* TASK DESCRIPTION *
With no images included, output each entry below exactly as it appears.

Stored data
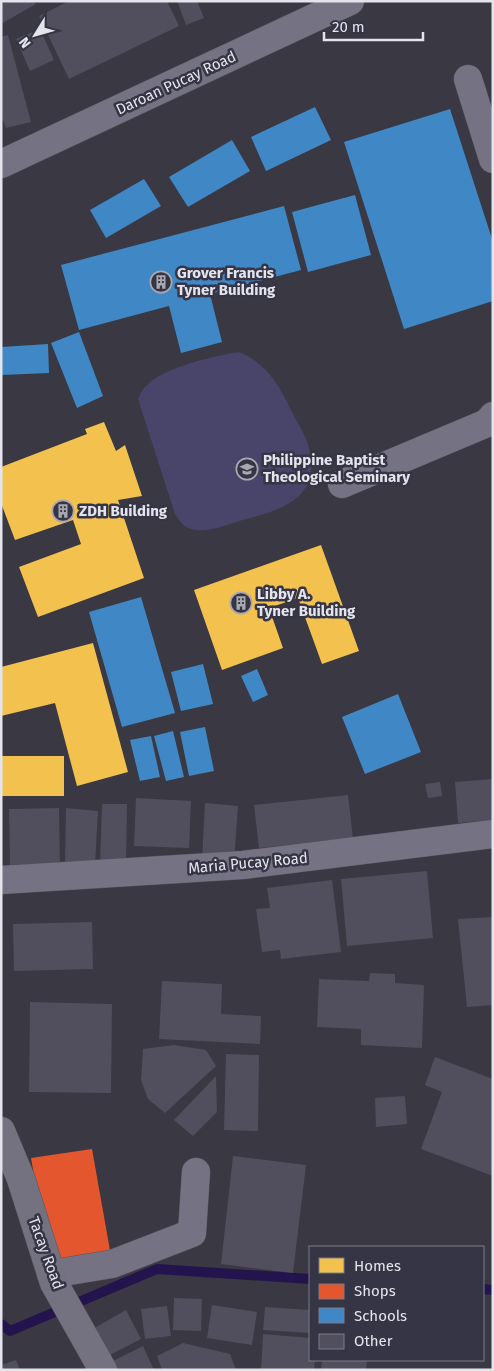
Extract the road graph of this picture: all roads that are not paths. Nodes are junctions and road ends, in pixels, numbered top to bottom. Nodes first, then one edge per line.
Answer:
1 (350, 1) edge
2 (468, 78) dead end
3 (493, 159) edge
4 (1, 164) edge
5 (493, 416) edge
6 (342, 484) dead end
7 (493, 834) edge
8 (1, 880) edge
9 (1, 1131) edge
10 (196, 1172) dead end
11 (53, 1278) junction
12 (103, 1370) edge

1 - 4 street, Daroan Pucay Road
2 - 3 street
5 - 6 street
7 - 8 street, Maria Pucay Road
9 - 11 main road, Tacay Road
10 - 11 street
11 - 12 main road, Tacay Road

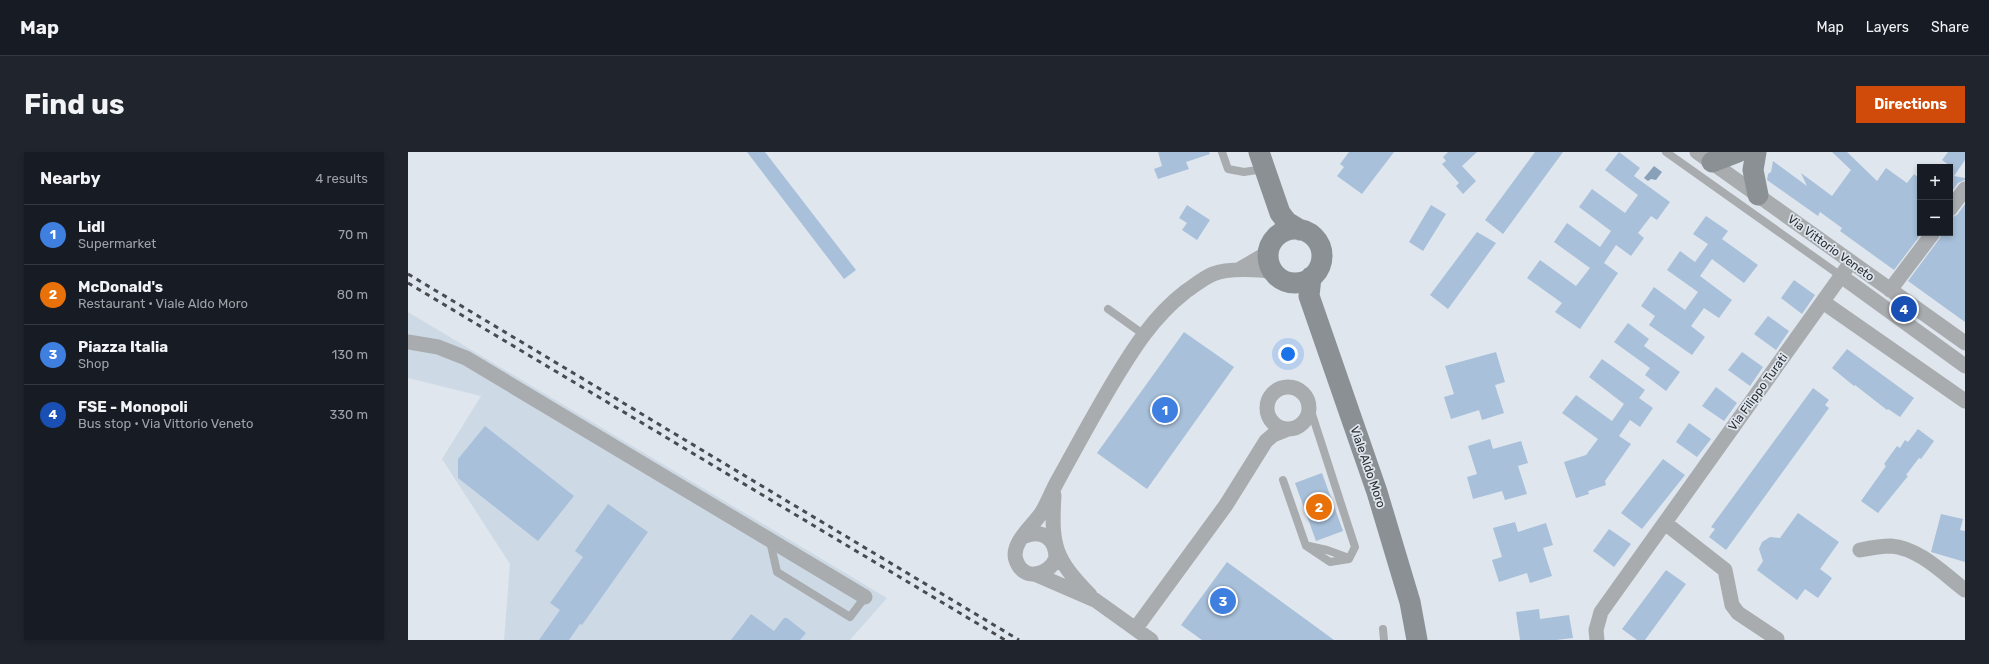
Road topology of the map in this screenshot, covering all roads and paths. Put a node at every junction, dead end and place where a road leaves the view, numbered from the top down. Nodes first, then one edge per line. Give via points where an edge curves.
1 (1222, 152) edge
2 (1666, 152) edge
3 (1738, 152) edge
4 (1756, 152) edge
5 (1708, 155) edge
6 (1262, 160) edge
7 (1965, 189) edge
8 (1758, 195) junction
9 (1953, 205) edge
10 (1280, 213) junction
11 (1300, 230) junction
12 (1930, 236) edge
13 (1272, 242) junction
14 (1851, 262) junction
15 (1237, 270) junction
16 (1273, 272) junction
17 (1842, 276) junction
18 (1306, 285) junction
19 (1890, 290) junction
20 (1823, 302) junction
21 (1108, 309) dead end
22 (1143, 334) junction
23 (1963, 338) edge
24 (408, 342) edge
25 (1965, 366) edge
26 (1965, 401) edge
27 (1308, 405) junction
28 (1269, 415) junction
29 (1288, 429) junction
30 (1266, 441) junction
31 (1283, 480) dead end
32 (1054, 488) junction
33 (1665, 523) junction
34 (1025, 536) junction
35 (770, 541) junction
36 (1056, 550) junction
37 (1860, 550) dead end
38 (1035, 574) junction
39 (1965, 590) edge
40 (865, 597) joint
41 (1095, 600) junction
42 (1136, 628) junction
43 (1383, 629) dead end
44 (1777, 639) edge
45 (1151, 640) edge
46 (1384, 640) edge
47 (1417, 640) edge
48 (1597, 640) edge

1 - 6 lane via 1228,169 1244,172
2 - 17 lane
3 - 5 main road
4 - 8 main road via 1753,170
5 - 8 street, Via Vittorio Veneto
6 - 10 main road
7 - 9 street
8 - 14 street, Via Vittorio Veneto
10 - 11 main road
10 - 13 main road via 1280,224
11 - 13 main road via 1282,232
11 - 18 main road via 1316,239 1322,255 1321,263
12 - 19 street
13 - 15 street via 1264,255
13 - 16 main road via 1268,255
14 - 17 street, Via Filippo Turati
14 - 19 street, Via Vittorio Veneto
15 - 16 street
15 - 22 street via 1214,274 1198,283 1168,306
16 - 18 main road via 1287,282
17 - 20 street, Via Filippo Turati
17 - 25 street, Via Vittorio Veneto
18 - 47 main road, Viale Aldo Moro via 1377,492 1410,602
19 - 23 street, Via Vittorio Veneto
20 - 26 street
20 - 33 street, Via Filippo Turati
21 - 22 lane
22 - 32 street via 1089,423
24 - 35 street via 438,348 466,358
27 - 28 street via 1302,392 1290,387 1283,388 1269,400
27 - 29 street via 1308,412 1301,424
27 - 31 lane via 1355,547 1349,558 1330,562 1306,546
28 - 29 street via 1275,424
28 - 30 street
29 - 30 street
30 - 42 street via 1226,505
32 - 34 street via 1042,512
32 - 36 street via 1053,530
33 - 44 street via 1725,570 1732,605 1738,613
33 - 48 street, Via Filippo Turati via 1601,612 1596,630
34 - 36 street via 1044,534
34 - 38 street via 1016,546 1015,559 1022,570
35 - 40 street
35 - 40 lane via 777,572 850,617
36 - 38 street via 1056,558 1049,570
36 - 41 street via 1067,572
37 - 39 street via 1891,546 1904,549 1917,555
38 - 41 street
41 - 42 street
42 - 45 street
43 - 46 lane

* THE ANSWER *
Extract the road graph of this picture: all roads that are not paths. Nodes are junctions and road ends, in pixels, numbered top to bottom. Nodes first, then one edge per line.
Answer:
1 (350, 1) edge
2 (468, 78) dead end
3 (493, 159) edge
4 (1, 164) edge
5 (493, 416) edge
6 (342, 484) dead end
7 (493, 834) edge
8 (1, 880) edge
9 (1, 1131) edge
10 (196, 1172) dead end
11 (53, 1278) junction
12 (103, 1370) edge

1 - 4 street, Daroan Pucay Road
2 - 3 street
5 - 6 street
7 - 8 street, Maria Pucay Road
9 - 11 main road, Tacay Road
10 - 11 street
11 - 12 main road, Tacay Road

Road topology of the map in this screenshot, covering all roads and paths. Put a node at every junction, dead end and place where a road leaves the view, numbered from the top down. Nodes first, then one edge per line. Give via points where an edge curves.
1 (1222, 152) edge
2 (1666, 152) edge
3 (1738, 152) edge
4 (1756, 152) edge
5 (1708, 155) edge
6 (1262, 160) edge
7 (1965, 189) edge
8 (1758, 195) junction
9 (1953, 205) edge
10 (1280, 213) junction
11 (1300, 230) junction
12 (1930, 236) edge
13 (1272, 242) junction
14 (1851, 262) junction
15 (1237, 270) junction
16 (1273, 272) junction
17 (1842, 276) junction
18 (1306, 285) junction
19 (1890, 290) junction
20 (1823, 302) junction
21 (1108, 309) dead end
22 (1143, 334) junction
23 (1963, 338) edge
24 (408, 342) edge
25 (1965, 366) edge
26 (1965, 401) edge
27 (1308, 405) junction
28 (1269, 415) junction
29 (1288, 429) junction
30 (1266, 441) junction
31 (1283, 480) dead end
32 (1054, 488) junction
33 (1665, 523) junction
34 (1025, 536) junction
35 (770, 541) junction
36 (1056, 550) junction
37 (1860, 550) dead end
38 (1035, 574) junction
39 (1965, 590) edge
40 (865, 597) joint
41 (1095, 600) junction
42 (1136, 628) junction
43 (1383, 629) dead end
44 (1777, 639) edge
45 (1151, 640) edge
46 (1384, 640) edge
47 (1417, 640) edge
48 (1597, 640) edge

1 - 6 lane via 1228,169 1244,172
2 - 17 lane
3 - 5 main road
4 - 8 main road via 1753,170
5 - 8 street, Via Vittorio Veneto
6 - 10 main road
7 - 9 street
8 - 14 street, Via Vittorio Veneto
10 - 11 main road
10 - 13 main road via 1280,224
11 - 13 main road via 1282,232
11 - 18 main road via 1316,239 1322,255 1321,263
12 - 19 street
13 - 15 street via 1264,255
13 - 16 main road via 1268,255
14 - 17 street, Via Filippo Turati
14 - 19 street, Via Vittorio Veneto
15 - 16 street
15 - 22 street via 1214,274 1198,283 1168,306
16 - 18 main road via 1287,282
17 - 20 street, Via Filippo Turati
17 - 25 street, Via Vittorio Veneto
18 - 47 main road, Viale Aldo Moro via 1377,492 1410,602
19 - 23 street, Via Vittorio Veneto
20 - 26 street
20 - 33 street, Via Filippo Turati
21 - 22 lane
22 - 32 street via 1089,423
24 - 35 street via 438,348 466,358
27 - 28 street via 1302,392 1290,387 1283,388 1269,400
27 - 29 street via 1308,412 1301,424
27 - 31 lane via 1355,547 1349,558 1330,562 1306,546
28 - 29 street via 1275,424
28 - 30 street
29 - 30 street
30 - 42 street via 1226,505
32 - 34 street via 1042,512
32 - 36 street via 1053,530
33 - 44 street via 1725,570 1732,605 1738,613
33 - 48 street, Via Filippo Turati via 1601,612 1596,630
34 - 36 street via 1044,534
34 - 38 street via 1016,546 1015,559 1022,570
35 - 40 street
35 - 40 lane via 777,572 850,617
36 - 38 street via 1056,558 1049,570
36 - 41 street via 1067,572
37 - 39 street via 1891,546 1904,549 1917,555
38 - 41 street
41 - 42 street
42 - 45 street
43 - 46 lane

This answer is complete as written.